WHAT NEEDS TO BE DONE
How many of the lines below contain "улица"? Answer with that number alone.

DATA SECTION
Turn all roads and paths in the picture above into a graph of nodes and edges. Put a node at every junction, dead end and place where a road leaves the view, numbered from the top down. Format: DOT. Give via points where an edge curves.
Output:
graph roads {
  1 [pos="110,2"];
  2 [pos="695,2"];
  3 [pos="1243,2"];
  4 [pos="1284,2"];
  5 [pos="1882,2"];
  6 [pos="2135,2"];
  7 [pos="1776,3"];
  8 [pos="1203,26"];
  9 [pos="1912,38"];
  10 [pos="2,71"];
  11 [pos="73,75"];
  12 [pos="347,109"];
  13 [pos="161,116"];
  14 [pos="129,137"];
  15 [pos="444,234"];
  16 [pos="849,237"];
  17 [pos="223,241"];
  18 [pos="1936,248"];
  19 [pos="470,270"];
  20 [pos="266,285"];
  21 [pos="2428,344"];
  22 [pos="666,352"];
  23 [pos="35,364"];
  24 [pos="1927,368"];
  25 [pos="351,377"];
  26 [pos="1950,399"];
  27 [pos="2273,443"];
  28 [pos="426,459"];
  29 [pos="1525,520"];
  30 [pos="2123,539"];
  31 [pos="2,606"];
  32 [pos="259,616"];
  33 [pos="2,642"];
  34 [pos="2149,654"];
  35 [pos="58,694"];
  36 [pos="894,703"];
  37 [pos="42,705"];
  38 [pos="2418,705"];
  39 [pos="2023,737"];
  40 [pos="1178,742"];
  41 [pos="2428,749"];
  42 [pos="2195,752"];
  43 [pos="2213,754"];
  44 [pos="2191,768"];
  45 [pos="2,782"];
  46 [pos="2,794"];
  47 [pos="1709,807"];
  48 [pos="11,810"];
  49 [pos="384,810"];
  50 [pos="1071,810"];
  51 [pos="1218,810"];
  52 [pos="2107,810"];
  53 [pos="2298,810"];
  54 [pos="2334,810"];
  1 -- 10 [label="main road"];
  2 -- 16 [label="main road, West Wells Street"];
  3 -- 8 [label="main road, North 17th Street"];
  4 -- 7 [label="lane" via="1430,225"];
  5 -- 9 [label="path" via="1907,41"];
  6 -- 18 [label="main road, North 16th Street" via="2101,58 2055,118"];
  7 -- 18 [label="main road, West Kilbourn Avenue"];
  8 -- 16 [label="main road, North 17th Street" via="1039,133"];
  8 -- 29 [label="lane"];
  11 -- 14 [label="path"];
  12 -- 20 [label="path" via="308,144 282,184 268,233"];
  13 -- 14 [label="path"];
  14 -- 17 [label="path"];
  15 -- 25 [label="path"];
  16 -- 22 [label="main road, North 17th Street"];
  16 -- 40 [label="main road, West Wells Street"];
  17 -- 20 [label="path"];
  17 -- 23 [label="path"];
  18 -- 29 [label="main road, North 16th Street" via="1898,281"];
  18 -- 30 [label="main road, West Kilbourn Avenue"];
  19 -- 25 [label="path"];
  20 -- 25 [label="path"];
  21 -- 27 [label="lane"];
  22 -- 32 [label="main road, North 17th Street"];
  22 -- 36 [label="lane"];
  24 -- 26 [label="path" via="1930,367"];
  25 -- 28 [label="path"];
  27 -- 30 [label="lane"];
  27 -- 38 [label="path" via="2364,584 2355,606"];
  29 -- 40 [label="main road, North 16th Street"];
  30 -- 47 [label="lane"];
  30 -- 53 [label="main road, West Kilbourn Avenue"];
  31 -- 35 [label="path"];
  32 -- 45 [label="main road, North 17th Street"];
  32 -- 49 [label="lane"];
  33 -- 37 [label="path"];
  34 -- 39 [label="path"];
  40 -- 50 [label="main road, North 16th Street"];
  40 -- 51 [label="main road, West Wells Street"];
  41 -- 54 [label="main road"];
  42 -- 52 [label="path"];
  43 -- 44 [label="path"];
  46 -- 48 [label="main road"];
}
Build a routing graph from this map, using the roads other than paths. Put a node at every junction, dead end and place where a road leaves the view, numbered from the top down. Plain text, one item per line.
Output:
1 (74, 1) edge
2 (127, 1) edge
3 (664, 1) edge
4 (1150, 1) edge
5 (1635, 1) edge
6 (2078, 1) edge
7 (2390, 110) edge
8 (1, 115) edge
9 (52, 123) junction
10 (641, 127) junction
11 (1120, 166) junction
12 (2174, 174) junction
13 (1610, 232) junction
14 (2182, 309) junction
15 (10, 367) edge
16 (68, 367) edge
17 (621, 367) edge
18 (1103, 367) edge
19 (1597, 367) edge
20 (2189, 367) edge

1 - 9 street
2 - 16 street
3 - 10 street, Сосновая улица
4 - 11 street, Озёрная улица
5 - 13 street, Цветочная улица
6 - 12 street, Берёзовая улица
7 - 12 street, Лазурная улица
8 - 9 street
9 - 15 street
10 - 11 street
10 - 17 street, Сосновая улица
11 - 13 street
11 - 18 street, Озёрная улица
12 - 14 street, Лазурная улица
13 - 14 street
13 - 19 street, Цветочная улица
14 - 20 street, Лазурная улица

OUTPUT OF THE TASK
10